Perché questi nuovi, inediti “no green pass”, non lottano per il salario minimo, per migliori condizioni economiche e di sicurezza sul lavoro, protestano contro i vaccini e il green pass in azienda, quindi, semmai, contro la sicurezza nei luoghi di lavoro (come spiegato punto per punto in questo articolo). A scanso di equivoci, non ne vogliano i nostalgici, ma c'entra poco o nulla anche la lotta di classe. E i portuali di Trieste che non si fermano nemmeno di fronte alla possibilità dei tamponi gratuiti paventata dal ministro Lamorgese sono l’esempio plastico di quanto la tutela del lavoro, con queste manifestazioni, non c’entri proprio niente. Fa un po’ specie vedere vecchi rifondaioli cercare di inserirsi in queste forme di disagio agibili e cavalcabili solo da destra anziché puntare sulla liberalizzazione dei brevetti che permetterebbe a tutti i Paesi, ricchi e poveri, di produrselo da soli il vaccino, senza passare dalle lobby farmaceutiche. L’unica giustificazione è che la levata di scudi contro il green pass, nella maggior parte dei casi, serva a nascondere la paura del vaccino. Una paura che non va dileggiata ma rispettata, perché legittima, umanissima.
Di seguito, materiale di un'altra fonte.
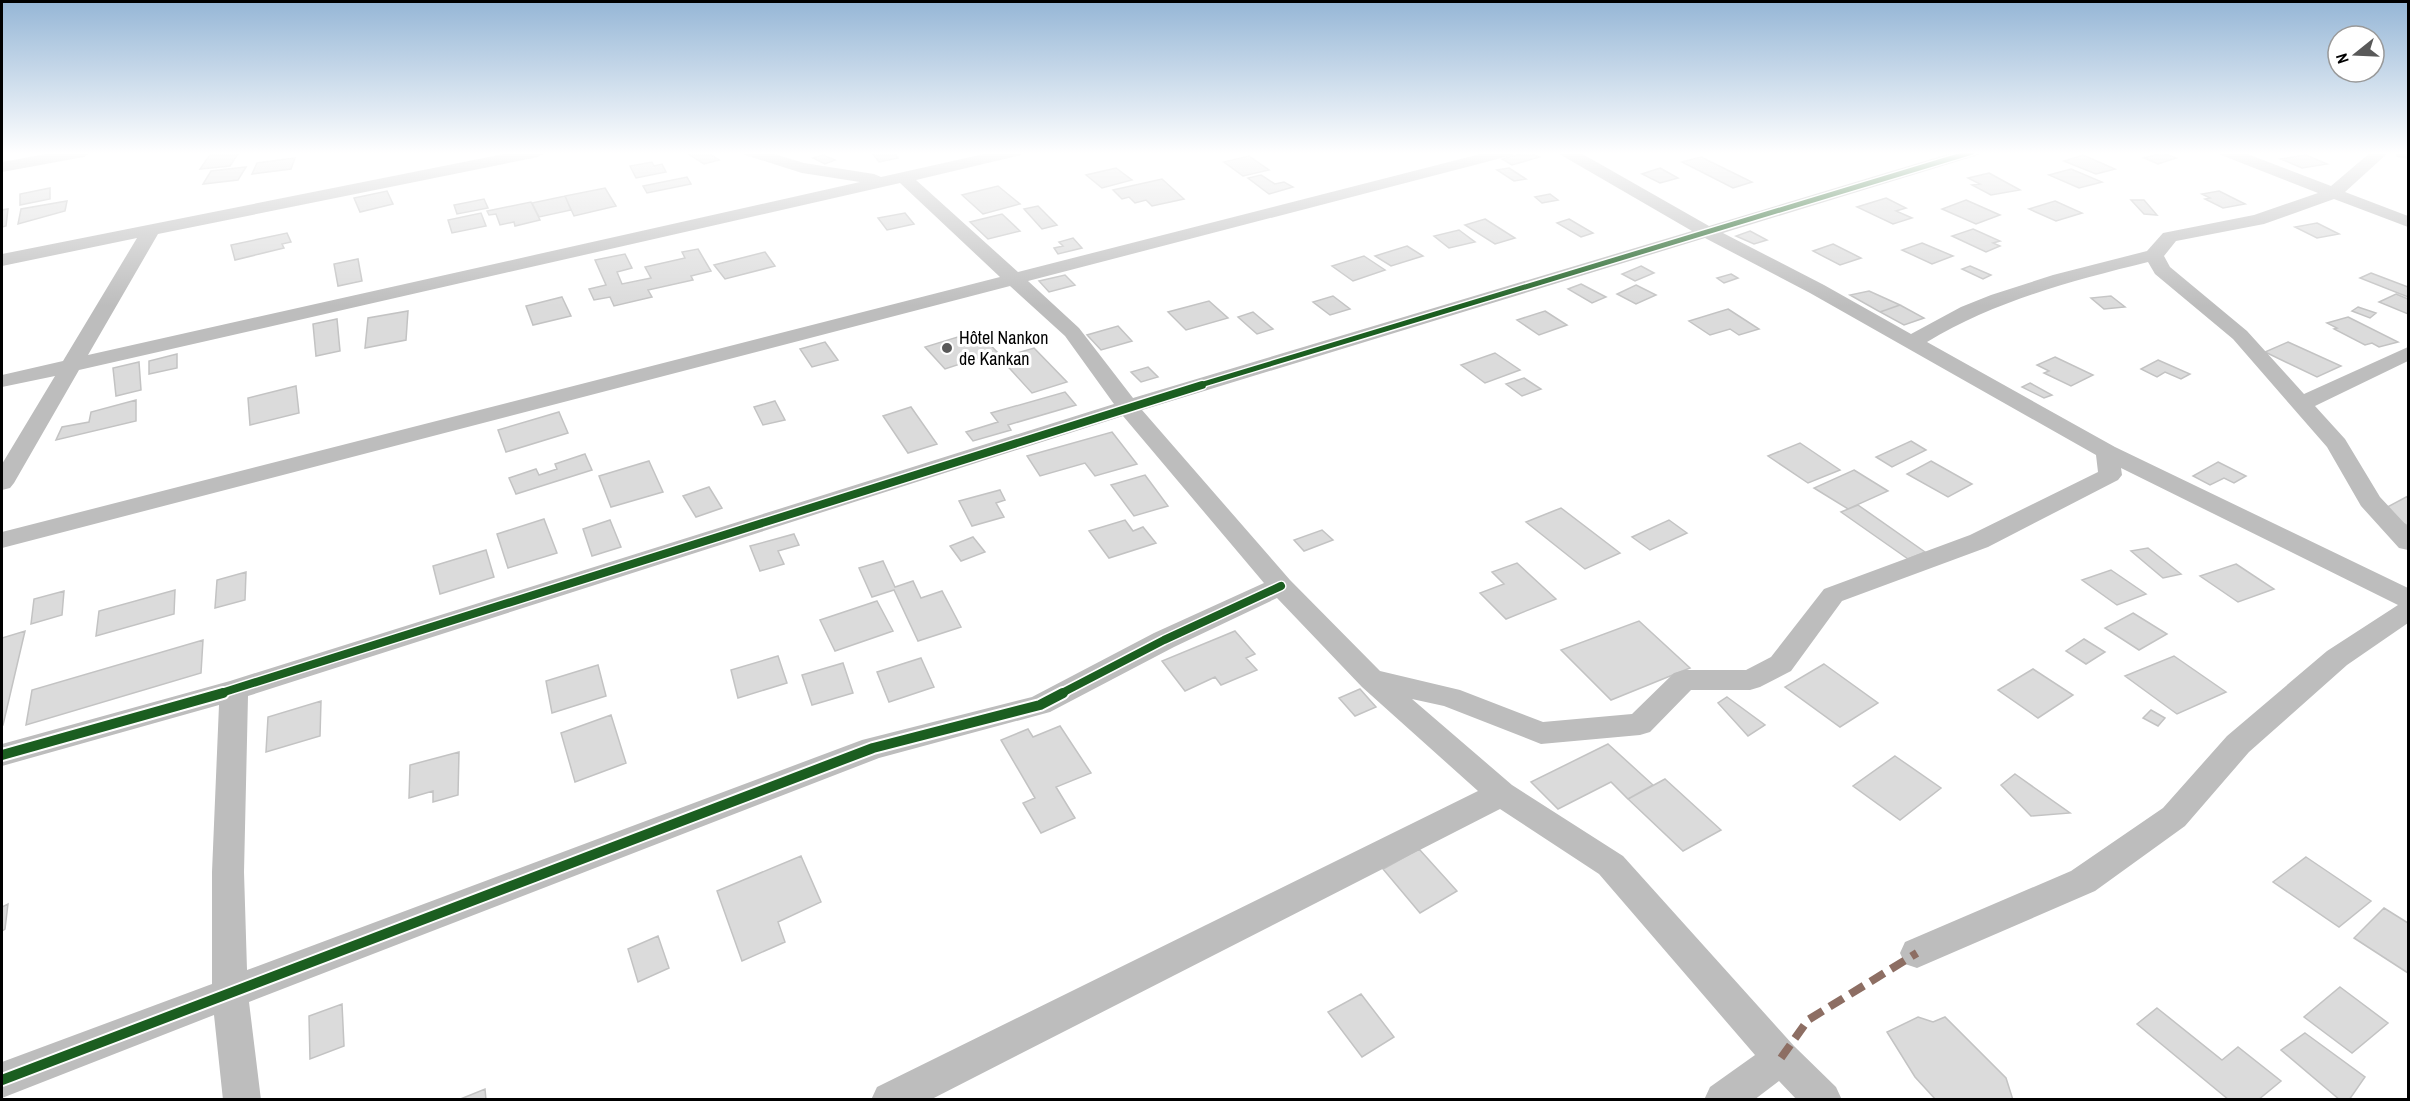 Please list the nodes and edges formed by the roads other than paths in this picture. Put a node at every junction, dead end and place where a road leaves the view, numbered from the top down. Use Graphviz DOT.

A ben guardare è sempre lei, la paura della morte, a muovere le posizioni di ambo gli schieramenti, dei pro-vax integralisti, che rifuggono ogni sano dubbio, e i no-vax, più eterogenei di quanto si pensi, che trasformano i dubbi in certezze. In fondo si potrebbe partire da qui, dalla consapevolezza che a muoverci è la paura della morte e la paura della corruzione del nostro corpo, che è la nostra casa. Ma ammettere la paura a se stessi e agli altri è tra le cose più difficile al mondo, né si può pensare di conciliare i tempi lunghi dell’educazione alla salute pubblica con la necessità di vaccinare in fretta quante più persone per evitare altre stragi e chiusure. Se lo Stato reprime con la violenza le manifestazioni di domani sarà una sconfitta. Se il governo cederà e derogherà alla necessità di salvaguardare la salute pubblica in nome del diritto individuale sarà una sconfitta. Se la paura continuerà a muovere le persone, quali che siano, sarà una sconfitta. Comunque vada, una sconfitta.